--- Work request ---
Transcribe each line of the records below exactly, excluding any embedded images.
========================
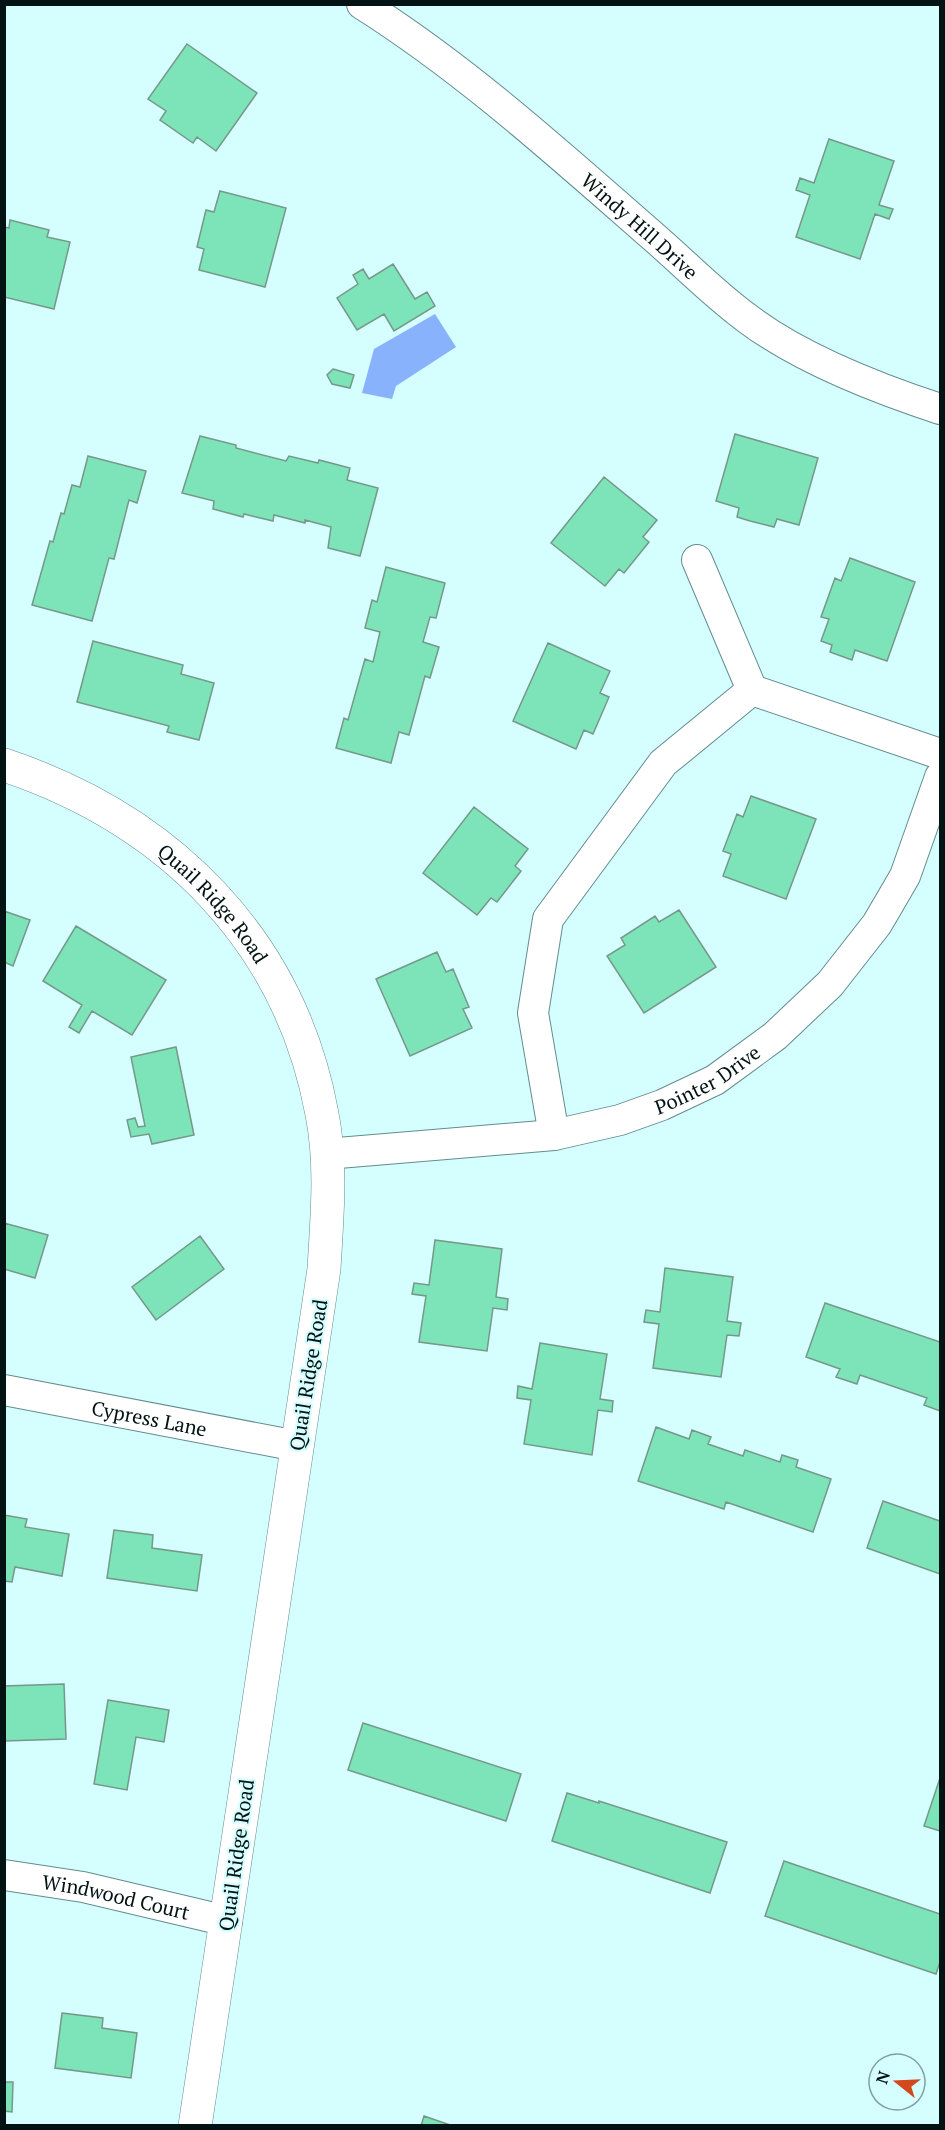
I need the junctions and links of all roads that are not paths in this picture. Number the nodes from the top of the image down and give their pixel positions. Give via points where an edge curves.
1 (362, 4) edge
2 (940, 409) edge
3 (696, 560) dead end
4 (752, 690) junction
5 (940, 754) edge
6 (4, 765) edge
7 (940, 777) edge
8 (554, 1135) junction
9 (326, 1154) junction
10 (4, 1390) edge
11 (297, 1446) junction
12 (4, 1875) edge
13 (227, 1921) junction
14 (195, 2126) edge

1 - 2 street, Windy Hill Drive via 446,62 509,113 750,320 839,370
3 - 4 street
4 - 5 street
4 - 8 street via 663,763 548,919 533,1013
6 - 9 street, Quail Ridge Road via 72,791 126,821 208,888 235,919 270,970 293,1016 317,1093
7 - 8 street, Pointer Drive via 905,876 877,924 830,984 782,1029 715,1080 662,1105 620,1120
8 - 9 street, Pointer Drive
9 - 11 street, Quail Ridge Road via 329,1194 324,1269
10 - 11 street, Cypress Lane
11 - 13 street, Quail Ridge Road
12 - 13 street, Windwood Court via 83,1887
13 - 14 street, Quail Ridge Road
========================
--- Worked solution ---
I need the junctions and links of all roads that are not paths in this picture. Number the nodes from the top of the image down and give their pixel positions. Give via points where an edge curves.
1 (362, 4) edge
2 (940, 409) edge
3 (696, 560) dead end
4 (752, 690) junction
5 (940, 754) edge
6 (4, 765) edge
7 (940, 777) edge
8 (554, 1135) junction
9 (326, 1154) junction
10 (4, 1390) edge
11 (297, 1446) junction
12 (4, 1875) edge
13 (227, 1921) junction
14 (195, 2126) edge

1 - 2 street, Windy Hill Drive via 446,62 509,113 750,320 839,370
3 - 4 street
4 - 5 street
4 - 8 street via 663,763 548,919 533,1013
6 - 9 street, Quail Ridge Road via 72,791 126,821 208,888 235,919 270,970 293,1016 317,1093
7 - 8 street, Pointer Drive via 905,876 877,924 830,984 782,1029 715,1080 662,1105 620,1120
8 - 9 street, Pointer Drive
9 - 11 street, Quail Ridge Road via 329,1194 324,1269
10 - 11 street, Cypress Lane
11 - 13 street, Quail Ridge Road
12 - 13 street, Windwood Court via 83,1887
13 - 14 street, Quail Ridge Road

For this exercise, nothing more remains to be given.